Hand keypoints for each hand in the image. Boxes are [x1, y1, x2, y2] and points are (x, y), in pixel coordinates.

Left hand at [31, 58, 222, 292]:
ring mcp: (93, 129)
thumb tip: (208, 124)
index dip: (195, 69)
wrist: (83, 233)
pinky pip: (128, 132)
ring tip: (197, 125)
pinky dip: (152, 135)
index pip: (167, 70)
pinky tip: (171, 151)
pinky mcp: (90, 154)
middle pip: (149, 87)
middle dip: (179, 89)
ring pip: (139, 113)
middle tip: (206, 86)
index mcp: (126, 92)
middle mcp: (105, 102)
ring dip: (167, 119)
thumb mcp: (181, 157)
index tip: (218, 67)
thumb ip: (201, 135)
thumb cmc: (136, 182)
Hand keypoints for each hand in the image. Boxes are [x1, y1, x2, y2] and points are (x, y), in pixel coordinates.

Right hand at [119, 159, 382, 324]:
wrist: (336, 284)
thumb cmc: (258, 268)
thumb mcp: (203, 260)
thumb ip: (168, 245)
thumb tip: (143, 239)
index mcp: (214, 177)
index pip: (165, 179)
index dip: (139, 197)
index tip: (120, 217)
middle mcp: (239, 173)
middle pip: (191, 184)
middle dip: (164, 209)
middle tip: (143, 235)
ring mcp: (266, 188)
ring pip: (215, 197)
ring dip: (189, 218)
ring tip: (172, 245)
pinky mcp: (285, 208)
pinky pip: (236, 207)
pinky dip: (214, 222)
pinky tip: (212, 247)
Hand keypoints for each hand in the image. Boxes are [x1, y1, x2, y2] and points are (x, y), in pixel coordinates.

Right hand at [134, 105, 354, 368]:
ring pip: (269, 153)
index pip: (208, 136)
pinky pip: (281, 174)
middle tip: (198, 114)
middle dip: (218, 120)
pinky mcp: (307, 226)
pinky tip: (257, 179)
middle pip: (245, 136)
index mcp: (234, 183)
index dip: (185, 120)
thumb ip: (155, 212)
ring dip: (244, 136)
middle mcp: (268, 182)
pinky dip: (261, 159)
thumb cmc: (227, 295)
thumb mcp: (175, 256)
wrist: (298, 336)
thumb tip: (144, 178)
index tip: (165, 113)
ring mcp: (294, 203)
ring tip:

━━━━━━━━

- _Assignment_:
If a line in the records above has the word "ring", copy it.

- _Output for this task_:
ring mcp: (93, 129)
ring tip: (197, 125)
ring pip: (139, 113)
ring dip: (167, 119)
ring mcp: (266, 188)
ring pip: (215, 197)
ring dip: (189, 218)
ring tip: (172, 245)
ring pip: (269, 153)
ring dip: (244, 136)
ring mcp: (294, 203)
ring tip:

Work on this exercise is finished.